The Sexual Revolution & AbortionThey could stop doing abortions.

Since the most recent video scandal, defenders of Planned Parenthood have been retorting that abortion only accounts for a very small percentage of the services that Planned Parenthood provides. As if abortion is an insignificant part of what Planned Parenthood does.
Okay, then. If abortions are such a small part of what Planned Parenthood does, then why not stop doing them altogether? Why not just stick with actual women’s reproductive health services?

But this will never happen. Why? Why is providing abortions a deal-breaker for Planned Parenthood? Why will Planned Parenthood risk losing over $500 million in taxpayer funding rather than stop doing abortions?

They will not stop because their reasons are ideological.

Gender feminism and the Postgender movement will not accept an ethic that compels a woman to carry an unwanted pregnancy to term. The key word is unwanted. Apparently, “Progressive” ethics is ultimately about autonomy, self-determination, and “equality,” even if this means demanding a woman’s right to kill her offspring in utero; and it does. These people believe that women cannot be on equal footing with men so long as women are bound by a biologically assigned role that men are not bound by.

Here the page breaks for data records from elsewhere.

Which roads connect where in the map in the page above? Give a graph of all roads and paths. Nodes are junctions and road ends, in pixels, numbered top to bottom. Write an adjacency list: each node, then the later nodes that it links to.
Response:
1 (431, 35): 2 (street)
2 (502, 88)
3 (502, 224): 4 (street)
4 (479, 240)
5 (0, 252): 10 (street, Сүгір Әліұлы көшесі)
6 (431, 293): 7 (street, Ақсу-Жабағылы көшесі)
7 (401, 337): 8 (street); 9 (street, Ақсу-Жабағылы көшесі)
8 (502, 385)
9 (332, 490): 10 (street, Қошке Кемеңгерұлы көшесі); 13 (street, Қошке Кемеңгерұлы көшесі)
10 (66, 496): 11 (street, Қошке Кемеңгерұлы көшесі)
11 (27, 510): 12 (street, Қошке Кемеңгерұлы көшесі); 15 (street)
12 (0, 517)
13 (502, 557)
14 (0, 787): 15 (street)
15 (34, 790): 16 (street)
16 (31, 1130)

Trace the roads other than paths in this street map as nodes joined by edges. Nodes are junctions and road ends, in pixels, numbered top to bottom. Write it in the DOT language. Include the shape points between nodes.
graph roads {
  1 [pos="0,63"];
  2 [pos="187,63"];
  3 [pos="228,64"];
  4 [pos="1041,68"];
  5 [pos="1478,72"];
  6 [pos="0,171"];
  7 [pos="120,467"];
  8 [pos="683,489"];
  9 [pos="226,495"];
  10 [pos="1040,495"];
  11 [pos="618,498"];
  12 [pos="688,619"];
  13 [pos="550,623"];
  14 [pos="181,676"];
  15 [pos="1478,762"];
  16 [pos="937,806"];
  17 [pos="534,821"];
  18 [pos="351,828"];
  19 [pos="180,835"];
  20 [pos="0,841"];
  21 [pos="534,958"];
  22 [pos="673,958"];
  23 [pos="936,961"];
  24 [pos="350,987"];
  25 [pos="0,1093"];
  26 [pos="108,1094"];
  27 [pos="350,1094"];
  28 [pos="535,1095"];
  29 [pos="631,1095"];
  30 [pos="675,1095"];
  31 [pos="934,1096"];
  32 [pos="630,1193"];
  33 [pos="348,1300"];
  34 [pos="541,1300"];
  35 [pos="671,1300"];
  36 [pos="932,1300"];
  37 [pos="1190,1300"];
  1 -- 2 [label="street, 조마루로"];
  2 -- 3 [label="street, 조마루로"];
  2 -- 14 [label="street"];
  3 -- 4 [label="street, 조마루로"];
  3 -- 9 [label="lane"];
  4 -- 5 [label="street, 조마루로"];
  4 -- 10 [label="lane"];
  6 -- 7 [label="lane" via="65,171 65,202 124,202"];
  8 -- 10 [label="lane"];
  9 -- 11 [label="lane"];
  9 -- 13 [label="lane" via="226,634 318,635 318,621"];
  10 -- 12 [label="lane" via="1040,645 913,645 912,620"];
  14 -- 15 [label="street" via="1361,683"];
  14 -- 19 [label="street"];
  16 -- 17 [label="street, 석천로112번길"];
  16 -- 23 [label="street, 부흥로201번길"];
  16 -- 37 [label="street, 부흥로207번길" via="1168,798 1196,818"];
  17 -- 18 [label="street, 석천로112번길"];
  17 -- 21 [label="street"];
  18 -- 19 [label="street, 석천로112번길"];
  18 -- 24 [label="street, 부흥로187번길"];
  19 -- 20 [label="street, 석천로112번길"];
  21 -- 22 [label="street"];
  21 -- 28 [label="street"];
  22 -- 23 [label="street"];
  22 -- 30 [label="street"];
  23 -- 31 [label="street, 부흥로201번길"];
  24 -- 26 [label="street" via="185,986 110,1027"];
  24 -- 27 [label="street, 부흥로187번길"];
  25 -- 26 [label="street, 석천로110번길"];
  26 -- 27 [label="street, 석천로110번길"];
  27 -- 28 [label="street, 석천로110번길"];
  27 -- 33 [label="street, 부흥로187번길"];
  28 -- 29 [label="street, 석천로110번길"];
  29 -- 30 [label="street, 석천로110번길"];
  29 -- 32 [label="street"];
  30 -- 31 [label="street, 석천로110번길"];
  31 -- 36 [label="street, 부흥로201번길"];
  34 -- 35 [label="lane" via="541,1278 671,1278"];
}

The connection between sexual intercourse and pregnancy must be severed, or else women can’t possibly share an “equal status” with men. This is essential to the sexual revolution. It doesn’t matter if a woman freely chooses to have sex resulting in an unwanted pregnancy. Her male partner doesn’t have to worry about living with an unwanted pregnancy, so neither should she. It wouldn’t be fair. For radical feminism, legal abortion is basic to ensuring equality with men.

Therefore, those of us who oppose abortion on demand are said to be waging a “war on women.” But we’re not. We’re waging a war on an inhumane utopian fantasy. We accept the natural order of creation and recognize the value, equality, and sanctity of every human life regardless of differing gender roles.

Going backwards?
But maybe gender feminists have a point. Why not use abortion to level the gender playing field?

Because by definition, abortion undermines any meaningful notion of equality. It abuses power, destroying vulnerable individuals in order to advance the status of more powerful individuals. It saws off the limb on which it is sitting.

The only way that abortion can work as an equalizing force is to pretend that a human fetus is not a human being. But it is simply a biological fact that a new human life begins at conception. If we’re going to hold that human life has innate value, then there is no rational way to argue that a human fetus has no value.

If we do not value innocent human life from its beginning point, then we are left with arbitrarily qualifying some other point at which a life is human and has value. Any such arbitrary point opens the door to creepy ethical scenarios. For instance, if we pick viability, does that mean that the dependent elderly and disabled are not fully human? Is it then ethical to terminate them at will and sell their organs for research?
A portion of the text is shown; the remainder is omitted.